> [What is needed] Below is a listing from which only part is wanted; return exactly the lines from the one with "round_rect(cr, x - e, y" up to and including the one with "cairo_image_surface_create(CAIRO_FORMAT_RGB24, 632, 686);".

- Opening Delimiter -

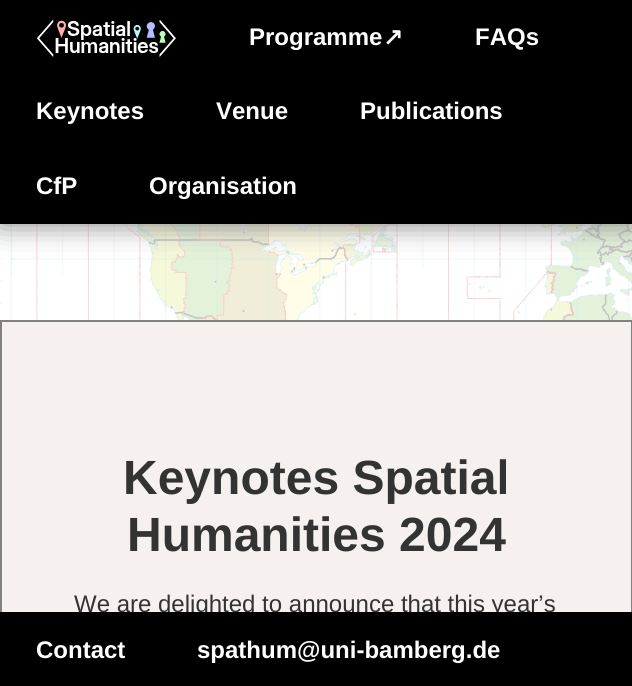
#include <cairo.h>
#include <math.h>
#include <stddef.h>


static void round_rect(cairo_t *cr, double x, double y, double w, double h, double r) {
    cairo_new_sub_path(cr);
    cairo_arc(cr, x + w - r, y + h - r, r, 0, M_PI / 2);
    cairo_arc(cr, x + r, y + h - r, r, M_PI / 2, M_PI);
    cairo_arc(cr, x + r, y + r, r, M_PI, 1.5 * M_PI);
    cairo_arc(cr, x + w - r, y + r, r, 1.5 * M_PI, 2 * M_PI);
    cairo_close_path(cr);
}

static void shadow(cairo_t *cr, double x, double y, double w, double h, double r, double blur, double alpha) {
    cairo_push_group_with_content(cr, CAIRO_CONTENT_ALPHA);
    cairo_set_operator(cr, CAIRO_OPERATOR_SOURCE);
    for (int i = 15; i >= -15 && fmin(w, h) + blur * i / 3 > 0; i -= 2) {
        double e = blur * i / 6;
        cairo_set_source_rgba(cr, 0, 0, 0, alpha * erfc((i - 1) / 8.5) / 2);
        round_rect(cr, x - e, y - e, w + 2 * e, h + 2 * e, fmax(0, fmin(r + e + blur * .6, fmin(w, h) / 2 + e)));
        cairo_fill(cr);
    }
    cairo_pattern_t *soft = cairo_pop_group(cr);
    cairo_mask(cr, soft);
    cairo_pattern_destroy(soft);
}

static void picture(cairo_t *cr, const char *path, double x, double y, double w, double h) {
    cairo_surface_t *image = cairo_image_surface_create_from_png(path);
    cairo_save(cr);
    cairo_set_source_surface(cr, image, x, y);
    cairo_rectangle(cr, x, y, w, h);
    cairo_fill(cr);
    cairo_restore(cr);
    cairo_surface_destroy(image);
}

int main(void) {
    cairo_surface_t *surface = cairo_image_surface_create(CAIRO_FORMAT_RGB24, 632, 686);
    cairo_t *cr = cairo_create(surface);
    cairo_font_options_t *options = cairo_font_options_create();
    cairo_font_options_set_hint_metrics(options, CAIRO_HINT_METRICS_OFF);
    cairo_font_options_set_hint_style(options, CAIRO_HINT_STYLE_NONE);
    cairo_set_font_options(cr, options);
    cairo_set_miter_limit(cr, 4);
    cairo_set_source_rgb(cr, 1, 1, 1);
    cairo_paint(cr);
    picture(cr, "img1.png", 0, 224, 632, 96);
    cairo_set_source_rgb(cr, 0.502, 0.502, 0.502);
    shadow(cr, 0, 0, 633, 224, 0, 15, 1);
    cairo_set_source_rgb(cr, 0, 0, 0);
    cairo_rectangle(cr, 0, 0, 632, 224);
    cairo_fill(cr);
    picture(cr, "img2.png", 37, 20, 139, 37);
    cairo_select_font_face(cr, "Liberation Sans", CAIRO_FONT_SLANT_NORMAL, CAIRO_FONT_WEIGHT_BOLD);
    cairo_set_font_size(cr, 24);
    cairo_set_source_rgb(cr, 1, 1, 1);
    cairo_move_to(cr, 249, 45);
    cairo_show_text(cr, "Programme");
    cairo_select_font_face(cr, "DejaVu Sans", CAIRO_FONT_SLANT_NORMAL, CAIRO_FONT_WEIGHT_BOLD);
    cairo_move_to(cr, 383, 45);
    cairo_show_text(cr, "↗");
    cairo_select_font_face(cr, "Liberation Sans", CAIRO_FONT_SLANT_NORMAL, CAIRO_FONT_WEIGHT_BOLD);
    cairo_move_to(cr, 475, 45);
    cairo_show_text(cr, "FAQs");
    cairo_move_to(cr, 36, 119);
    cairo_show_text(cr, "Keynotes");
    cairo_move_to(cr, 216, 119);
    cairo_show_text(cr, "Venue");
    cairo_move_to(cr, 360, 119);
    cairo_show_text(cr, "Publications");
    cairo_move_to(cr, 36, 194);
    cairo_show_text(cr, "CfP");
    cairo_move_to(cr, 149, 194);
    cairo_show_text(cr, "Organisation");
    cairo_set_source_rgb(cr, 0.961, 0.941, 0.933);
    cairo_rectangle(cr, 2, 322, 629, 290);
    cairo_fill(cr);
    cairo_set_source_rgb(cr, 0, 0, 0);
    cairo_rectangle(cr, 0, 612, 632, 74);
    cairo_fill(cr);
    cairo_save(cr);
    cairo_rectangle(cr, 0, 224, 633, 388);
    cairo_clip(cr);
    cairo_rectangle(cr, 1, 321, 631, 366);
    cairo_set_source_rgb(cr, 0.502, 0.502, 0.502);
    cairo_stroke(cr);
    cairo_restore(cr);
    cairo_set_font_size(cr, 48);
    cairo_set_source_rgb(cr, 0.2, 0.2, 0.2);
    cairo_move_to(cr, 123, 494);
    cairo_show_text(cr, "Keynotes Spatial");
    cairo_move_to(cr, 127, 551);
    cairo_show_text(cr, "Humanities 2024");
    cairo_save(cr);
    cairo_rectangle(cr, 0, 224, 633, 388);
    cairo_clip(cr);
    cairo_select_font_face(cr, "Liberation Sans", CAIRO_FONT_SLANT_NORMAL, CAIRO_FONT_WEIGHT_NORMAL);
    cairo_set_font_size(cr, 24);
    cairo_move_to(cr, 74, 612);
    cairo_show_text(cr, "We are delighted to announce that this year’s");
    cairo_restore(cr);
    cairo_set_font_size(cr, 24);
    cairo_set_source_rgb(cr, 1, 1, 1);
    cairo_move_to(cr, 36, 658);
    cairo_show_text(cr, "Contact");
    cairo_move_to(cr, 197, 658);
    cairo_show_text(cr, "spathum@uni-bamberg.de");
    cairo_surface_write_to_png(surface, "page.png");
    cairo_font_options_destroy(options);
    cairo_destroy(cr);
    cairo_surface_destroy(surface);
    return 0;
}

- Closing Delimiter -
- Opening Delimiter -

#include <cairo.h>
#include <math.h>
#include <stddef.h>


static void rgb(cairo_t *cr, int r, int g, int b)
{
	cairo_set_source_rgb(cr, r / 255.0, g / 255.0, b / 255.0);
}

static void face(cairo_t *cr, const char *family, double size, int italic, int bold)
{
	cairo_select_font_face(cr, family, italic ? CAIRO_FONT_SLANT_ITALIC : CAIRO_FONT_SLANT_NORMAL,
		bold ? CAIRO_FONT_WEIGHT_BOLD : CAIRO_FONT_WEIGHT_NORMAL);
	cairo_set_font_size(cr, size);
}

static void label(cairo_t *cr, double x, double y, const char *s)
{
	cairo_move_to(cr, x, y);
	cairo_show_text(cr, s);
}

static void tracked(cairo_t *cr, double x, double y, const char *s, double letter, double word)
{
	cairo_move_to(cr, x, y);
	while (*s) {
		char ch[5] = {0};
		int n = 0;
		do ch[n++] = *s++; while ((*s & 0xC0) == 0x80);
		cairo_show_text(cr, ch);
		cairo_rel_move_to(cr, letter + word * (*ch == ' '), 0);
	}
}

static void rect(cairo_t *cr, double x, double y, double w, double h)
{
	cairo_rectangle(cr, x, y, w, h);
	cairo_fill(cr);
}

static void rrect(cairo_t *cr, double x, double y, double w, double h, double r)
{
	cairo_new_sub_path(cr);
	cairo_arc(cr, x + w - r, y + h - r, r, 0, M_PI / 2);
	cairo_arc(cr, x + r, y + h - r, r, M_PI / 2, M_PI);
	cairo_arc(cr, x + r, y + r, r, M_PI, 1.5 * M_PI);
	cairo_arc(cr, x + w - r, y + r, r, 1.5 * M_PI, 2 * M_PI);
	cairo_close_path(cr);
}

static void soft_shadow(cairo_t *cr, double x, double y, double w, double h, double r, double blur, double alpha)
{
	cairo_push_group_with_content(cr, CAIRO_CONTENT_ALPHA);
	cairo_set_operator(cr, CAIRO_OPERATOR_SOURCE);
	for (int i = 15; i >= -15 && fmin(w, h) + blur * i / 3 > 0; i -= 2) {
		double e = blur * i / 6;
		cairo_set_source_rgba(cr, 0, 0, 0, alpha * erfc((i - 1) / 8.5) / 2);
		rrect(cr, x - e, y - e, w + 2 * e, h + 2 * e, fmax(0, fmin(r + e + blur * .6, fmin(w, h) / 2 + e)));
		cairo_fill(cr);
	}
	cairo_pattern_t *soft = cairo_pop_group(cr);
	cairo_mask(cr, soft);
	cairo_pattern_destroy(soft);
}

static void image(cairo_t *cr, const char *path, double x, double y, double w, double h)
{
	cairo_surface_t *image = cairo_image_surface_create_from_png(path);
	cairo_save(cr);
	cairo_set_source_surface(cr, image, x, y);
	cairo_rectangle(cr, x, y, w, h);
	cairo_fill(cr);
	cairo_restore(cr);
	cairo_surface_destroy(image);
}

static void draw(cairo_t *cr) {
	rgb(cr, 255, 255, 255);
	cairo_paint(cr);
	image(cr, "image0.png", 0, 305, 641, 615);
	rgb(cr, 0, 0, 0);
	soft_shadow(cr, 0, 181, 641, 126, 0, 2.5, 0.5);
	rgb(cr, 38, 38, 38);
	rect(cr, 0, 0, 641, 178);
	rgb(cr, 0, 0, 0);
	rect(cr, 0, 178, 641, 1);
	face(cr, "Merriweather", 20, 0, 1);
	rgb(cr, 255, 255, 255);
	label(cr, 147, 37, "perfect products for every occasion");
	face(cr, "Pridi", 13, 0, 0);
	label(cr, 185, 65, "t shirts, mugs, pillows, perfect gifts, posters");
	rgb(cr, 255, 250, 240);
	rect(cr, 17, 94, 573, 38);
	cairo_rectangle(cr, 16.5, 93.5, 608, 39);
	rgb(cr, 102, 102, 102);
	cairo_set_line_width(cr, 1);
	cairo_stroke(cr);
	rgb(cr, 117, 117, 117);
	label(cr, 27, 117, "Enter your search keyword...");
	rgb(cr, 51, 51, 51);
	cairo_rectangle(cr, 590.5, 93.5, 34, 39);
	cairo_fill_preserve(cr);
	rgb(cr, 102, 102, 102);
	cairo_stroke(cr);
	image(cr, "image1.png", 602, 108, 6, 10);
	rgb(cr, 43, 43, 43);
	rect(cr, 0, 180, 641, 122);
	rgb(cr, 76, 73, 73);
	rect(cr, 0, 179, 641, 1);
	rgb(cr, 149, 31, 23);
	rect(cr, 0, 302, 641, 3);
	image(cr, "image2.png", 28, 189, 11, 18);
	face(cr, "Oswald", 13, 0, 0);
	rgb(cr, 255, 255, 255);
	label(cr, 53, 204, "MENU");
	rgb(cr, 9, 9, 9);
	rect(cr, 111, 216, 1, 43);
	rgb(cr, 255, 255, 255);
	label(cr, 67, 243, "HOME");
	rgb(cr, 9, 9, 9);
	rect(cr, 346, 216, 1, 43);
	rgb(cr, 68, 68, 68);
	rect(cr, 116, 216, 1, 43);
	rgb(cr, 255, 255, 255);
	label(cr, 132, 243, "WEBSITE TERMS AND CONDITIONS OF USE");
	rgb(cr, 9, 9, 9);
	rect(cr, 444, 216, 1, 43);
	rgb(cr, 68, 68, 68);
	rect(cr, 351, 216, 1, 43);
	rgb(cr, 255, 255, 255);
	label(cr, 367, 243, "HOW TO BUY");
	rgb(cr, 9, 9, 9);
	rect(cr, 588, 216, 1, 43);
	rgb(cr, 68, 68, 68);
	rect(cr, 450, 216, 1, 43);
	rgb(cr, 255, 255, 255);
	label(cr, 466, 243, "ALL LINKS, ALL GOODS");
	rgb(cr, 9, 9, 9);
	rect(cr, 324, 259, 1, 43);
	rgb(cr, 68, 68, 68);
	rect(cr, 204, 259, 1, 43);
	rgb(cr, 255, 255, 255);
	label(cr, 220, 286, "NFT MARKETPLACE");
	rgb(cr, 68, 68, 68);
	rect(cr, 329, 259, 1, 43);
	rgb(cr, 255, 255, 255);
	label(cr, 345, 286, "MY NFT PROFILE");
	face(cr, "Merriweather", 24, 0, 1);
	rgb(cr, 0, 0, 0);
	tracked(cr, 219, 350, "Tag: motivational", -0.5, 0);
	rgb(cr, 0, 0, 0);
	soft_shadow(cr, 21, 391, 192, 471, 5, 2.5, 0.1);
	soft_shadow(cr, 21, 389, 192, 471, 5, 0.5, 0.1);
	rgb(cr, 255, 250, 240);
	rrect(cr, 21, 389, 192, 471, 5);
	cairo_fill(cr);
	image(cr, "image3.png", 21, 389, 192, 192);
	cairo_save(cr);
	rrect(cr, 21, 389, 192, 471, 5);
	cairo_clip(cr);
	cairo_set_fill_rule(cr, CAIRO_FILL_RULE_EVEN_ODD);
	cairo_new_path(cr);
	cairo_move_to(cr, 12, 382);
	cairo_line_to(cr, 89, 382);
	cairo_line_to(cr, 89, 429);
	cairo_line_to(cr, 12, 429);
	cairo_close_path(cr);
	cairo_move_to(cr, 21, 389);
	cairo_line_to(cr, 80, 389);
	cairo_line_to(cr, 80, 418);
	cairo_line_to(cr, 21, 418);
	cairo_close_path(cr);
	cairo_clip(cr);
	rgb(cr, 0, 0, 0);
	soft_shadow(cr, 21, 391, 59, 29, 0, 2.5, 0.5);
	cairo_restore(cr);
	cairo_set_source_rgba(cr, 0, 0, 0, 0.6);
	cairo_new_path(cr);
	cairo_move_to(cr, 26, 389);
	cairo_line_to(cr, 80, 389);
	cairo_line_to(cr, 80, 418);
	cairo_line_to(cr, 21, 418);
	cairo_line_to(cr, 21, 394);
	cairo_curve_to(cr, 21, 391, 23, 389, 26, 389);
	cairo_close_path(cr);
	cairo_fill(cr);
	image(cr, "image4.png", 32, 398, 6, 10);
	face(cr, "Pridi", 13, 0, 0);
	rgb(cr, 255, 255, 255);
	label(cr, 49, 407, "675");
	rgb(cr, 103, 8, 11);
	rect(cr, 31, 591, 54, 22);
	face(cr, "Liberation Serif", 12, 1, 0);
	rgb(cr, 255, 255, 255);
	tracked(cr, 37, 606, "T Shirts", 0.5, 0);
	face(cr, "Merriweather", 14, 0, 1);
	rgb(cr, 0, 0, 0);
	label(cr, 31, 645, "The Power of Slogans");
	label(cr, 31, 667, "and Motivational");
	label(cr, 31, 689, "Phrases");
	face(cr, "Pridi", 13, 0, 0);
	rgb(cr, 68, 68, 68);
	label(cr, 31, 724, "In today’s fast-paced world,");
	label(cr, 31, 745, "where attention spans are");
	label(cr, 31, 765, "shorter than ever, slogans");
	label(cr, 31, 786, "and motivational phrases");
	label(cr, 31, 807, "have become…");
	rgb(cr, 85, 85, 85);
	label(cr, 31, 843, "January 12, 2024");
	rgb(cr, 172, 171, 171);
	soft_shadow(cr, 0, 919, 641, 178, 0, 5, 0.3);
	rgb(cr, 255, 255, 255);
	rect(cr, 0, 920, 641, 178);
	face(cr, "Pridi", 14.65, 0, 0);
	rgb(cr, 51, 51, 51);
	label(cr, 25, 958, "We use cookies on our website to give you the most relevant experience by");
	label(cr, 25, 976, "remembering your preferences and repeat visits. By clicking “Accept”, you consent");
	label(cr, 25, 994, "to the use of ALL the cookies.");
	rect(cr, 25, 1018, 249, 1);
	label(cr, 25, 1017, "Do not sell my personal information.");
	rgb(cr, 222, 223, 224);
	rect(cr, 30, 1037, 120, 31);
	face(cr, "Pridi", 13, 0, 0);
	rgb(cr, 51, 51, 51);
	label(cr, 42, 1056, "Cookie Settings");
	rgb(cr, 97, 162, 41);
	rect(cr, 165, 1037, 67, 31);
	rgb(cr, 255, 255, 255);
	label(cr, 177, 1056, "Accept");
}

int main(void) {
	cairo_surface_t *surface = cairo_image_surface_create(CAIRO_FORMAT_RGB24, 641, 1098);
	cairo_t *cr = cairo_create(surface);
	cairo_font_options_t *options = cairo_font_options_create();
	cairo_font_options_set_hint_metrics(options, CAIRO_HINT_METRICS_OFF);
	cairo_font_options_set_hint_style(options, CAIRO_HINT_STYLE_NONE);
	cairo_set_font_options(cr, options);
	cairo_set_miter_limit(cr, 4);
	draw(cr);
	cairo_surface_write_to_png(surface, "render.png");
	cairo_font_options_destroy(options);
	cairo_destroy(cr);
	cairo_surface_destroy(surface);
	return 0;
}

- Closing Delimiter -

> [Reply]
        round_rect(cr, x - e, y - e, w + 2 * e, h + 2 * e, fmax(0, fmin(r + e + blur * .6, fmin(w, h) / 2 + e)));
        cairo_fill(cr);
    }
    cairo_pattern_t *soft = cairo_pop_group(cr);
    cairo_mask(cr, soft);
    cairo_pattern_destroy(soft);
}

static void picture(cairo_t *cr, const char *path, double x, double y, double w, double h) {
    cairo_surface_t *image = cairo_image_surface_create_from_png(path);
    cairo_save(cr);
    cairo_set_source_surface(cr, image, x, y);
    cairo_rectangle(cr, x, y, w, h);
    cairo_fill(cr);
    cairo_restore(cr);
    cairo_surface_destroy(image);
}

int main(void) {
    cairo_surface_t *surface = cairo_image_surface_create(CAIRO_FORMAT_RGB24, 632, 686);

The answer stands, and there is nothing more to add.